Wrong. That section of the constitution does not require copyright laws to be enacted. It only gives congress the power to do so if and when it decides to.
The aristocratic party in the Roman state maintained power by laying claim to the control of religion, and by keeping secret the essential data of the State - for instance, only the aristocracy had access to which days were, and were not, legal for public business. Plebeians could not easily pursue litigation because they were denied access to necessary information. Copyrights, patents and secrecy are being used by the new aristocracy - corporates - to prevent the rest of us from mounting any kind of challenge to their monopolies.
The aristocrats also controlled access to knowledge of world events, and the army. As a result, the average Roman citizen could be kept ignorant of any events that the patricians did not want them to find out about.
Substitute State and Party for Patricians and you have a major feature of the Soviet Empire. Add restrictions in travel, especially the prevention of movement and free speech for suspected dissidents - look at the no-fly list - and the current US administration is borrowing from the Soviet Empire too. What with the claim to be the custodians of morality (God is angry with you if you have the wrong kind of consensual sex but supports you if you screw people over in the interests of power or profit) it's a dirty picture.
Against this is the "old" America - the ideas that built the place in the first place. Copyrights? Ignore everybody else's until well into the 20th Century. Freedom of thought. Separation of Church and State. Unwillingness to get involved in the politics of foreigners. Self-sufficiency.

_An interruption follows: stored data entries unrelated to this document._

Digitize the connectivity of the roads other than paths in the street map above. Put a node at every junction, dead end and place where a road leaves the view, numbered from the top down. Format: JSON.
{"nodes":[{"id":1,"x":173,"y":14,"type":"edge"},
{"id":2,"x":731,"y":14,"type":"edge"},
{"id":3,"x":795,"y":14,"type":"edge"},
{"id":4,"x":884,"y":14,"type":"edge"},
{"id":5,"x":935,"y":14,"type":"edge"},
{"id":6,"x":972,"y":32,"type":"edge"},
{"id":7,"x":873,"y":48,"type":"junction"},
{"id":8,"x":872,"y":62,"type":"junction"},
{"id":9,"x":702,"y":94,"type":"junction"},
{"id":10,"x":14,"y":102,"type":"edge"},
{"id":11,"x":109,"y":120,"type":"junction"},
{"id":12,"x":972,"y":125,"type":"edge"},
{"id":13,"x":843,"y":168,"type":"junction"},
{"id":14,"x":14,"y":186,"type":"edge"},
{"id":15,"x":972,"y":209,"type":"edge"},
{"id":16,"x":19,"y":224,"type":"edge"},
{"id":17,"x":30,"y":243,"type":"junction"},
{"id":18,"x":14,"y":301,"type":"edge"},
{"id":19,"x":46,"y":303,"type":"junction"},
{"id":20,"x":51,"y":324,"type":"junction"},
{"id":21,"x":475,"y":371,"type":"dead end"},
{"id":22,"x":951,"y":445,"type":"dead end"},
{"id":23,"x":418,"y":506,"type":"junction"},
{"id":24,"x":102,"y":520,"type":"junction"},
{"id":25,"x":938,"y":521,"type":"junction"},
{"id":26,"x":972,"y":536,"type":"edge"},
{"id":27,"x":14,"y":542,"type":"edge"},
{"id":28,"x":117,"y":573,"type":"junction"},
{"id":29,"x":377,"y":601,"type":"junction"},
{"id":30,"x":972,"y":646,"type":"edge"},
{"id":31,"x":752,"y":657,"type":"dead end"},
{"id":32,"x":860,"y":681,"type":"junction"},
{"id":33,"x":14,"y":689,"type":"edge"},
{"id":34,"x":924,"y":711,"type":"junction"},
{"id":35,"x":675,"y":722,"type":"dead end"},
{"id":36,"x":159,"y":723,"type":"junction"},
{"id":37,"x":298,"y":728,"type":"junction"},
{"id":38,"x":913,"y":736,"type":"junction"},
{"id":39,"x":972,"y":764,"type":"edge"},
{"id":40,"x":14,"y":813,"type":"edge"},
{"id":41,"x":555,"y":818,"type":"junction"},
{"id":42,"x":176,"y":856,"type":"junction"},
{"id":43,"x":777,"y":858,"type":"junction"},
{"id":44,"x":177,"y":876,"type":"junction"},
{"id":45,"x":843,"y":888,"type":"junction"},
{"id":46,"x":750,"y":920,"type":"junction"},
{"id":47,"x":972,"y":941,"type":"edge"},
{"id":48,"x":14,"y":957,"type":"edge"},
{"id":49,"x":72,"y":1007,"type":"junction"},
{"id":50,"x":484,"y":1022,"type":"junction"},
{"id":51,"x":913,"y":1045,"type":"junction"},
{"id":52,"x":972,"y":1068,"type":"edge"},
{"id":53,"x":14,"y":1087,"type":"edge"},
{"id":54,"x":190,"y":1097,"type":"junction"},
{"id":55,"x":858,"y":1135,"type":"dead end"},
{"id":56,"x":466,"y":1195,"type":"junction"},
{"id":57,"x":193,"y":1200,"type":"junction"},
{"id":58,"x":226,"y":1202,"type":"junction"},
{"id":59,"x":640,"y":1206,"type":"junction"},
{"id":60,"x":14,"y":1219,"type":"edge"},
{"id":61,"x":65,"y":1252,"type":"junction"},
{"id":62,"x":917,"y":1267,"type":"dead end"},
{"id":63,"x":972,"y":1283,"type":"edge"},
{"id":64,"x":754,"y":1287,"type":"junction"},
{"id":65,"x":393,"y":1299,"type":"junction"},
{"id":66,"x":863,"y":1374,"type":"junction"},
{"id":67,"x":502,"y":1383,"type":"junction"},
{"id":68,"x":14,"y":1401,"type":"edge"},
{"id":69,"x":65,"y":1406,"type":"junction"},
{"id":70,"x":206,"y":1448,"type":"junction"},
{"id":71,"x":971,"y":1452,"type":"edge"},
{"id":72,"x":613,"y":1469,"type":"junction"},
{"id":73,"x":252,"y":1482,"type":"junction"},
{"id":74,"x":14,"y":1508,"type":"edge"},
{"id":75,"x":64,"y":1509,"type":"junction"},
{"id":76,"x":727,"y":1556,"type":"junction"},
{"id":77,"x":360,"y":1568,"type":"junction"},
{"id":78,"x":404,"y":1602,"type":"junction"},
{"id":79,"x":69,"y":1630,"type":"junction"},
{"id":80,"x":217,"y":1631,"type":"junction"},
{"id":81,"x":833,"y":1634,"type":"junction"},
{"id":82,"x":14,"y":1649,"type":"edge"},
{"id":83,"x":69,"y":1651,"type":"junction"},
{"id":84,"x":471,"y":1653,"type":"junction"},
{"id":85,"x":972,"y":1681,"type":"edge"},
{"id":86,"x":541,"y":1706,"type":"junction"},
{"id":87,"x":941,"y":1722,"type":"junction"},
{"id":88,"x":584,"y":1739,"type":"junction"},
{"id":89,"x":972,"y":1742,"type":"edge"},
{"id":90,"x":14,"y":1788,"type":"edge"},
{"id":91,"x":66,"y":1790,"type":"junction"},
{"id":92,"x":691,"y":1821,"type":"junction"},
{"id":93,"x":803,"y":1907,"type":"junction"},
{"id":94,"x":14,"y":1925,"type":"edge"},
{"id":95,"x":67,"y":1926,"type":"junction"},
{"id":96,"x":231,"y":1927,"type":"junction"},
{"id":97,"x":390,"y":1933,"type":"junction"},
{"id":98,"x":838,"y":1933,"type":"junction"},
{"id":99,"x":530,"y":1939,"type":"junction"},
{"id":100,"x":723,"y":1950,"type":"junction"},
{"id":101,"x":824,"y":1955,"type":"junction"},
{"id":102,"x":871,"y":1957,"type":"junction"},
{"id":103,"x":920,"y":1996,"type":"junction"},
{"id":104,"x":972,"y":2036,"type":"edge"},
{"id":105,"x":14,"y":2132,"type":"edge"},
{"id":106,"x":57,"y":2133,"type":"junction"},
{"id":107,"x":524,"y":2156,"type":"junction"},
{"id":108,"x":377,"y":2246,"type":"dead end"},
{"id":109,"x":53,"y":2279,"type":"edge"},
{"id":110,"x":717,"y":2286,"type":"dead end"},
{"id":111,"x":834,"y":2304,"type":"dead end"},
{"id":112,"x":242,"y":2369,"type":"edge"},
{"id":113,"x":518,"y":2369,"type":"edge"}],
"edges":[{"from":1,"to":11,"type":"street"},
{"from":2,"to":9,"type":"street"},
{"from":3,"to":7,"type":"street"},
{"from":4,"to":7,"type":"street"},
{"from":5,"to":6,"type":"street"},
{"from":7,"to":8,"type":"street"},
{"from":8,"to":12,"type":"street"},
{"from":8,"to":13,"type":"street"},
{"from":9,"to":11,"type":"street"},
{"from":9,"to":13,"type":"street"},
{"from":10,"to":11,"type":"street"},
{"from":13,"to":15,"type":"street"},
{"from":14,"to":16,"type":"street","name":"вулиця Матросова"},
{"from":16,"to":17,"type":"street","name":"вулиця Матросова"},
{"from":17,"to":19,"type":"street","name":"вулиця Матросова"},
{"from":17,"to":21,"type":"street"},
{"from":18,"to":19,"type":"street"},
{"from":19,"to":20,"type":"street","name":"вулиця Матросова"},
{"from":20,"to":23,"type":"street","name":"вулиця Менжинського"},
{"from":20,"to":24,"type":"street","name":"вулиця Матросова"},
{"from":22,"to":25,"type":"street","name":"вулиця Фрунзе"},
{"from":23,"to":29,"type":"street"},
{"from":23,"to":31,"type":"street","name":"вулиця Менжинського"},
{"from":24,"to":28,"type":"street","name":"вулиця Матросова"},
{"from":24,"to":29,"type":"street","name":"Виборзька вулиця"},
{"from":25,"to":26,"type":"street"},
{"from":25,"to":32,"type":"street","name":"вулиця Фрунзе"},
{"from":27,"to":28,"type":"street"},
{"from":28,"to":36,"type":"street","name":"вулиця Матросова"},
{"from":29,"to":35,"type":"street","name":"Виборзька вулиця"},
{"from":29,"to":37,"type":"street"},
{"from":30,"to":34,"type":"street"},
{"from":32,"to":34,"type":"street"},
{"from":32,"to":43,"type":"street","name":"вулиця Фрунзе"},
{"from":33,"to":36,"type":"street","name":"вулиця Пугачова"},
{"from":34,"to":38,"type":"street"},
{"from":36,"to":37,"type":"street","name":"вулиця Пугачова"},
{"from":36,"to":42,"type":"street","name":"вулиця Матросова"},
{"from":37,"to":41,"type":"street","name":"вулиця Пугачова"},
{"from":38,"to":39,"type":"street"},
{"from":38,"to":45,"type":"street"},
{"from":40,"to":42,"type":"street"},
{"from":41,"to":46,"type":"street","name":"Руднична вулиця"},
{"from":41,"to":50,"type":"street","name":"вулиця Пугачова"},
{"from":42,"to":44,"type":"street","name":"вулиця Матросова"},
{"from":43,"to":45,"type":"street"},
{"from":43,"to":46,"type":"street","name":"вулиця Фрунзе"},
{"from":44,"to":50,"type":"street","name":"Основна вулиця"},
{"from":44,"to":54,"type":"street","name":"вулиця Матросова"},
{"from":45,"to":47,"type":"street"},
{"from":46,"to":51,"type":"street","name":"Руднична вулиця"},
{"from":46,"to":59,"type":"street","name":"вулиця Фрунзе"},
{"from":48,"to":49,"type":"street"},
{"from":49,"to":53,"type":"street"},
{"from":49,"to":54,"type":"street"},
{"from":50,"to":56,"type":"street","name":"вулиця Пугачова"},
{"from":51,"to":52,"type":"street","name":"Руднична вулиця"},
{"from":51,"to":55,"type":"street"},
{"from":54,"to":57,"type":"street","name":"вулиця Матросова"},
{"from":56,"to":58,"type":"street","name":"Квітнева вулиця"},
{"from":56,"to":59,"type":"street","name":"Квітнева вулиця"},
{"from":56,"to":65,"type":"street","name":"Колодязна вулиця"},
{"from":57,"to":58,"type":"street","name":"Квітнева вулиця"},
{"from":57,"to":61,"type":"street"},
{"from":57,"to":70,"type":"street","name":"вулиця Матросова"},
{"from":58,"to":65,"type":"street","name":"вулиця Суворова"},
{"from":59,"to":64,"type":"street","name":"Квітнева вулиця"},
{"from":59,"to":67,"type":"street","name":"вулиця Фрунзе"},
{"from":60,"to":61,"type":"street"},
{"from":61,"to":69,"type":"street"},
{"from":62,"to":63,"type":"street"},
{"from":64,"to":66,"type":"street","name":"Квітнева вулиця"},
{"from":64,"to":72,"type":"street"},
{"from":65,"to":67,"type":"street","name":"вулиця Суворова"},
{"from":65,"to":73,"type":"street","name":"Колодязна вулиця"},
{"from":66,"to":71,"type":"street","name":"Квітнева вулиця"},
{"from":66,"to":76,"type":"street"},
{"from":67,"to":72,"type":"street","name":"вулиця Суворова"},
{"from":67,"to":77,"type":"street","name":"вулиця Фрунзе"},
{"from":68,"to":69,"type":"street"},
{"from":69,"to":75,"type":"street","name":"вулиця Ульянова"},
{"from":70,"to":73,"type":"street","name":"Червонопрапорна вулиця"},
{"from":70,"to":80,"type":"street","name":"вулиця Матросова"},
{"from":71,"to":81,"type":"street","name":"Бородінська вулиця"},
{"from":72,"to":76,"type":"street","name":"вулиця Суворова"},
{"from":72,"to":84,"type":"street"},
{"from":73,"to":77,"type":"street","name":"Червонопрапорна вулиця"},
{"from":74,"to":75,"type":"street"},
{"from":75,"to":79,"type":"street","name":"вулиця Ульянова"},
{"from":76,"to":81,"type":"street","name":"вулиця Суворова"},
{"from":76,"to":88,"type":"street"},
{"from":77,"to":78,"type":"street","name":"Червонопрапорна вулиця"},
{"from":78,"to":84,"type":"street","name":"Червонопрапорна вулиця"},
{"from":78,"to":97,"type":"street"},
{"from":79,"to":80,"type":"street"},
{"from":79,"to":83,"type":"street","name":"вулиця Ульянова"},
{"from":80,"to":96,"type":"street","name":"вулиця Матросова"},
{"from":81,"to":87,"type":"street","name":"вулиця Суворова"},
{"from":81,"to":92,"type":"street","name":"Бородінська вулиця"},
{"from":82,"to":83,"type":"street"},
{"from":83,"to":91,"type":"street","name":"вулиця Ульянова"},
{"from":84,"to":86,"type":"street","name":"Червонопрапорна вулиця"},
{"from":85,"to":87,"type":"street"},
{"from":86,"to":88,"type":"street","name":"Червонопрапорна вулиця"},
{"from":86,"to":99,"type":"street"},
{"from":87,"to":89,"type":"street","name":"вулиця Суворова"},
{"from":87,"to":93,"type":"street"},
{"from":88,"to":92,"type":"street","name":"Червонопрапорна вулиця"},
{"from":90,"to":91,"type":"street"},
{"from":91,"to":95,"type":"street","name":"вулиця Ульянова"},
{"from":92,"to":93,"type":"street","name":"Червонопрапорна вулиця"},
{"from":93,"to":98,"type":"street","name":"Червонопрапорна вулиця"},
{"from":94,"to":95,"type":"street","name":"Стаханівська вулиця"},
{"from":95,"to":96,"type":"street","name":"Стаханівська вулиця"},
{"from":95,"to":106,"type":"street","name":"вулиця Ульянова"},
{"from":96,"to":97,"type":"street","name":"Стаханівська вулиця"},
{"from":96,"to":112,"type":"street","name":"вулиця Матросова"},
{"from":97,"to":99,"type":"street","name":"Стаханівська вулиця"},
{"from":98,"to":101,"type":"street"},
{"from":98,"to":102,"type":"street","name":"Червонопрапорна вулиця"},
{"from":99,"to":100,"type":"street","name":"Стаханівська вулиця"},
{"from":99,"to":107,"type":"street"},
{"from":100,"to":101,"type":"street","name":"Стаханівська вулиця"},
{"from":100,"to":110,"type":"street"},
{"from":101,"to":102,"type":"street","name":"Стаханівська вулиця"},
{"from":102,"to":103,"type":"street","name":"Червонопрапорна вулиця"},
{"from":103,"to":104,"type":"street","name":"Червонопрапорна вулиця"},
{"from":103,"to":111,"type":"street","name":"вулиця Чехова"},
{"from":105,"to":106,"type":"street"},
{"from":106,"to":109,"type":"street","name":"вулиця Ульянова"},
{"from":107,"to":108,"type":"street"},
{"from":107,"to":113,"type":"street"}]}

It's good that the Library of Congress is still part of Old America, and it's good that the Internet still provides an equivalent of the Soviet samizdat - but over the next few years these things will need defending as never before.
And history provides a precedent. During WW1 the British government behaved like the US government to-day, creating draconian secrecy laws in the face of a supposed threat from German spies. Even to-day, Civil Servants are still trying to preserve that secrecy, the result of a wartime overreaction. That's nearly 90 years of weakened democracy, resulting in a country where, for instance, government IT foulups are never investigated publicly because it might embarrass the Civil Servants responsible, and as a result billions are still wasted in systems that don't work. I could go on, but you get my drift. We should support these projects for access to knowledge not just because they are interesting, but because they are part of a view of society that created the modern world, not a view that is trying to drag us back to the past (and the past was pretty horrible, if you had to live there.)
Panurge has posted for the last time. Thanks for the positive moderations.
No, in 2025 copyrights will have been re-extended to 150+ years. Thanks to Sonny Bono and friends, the public domain stopped in 1922.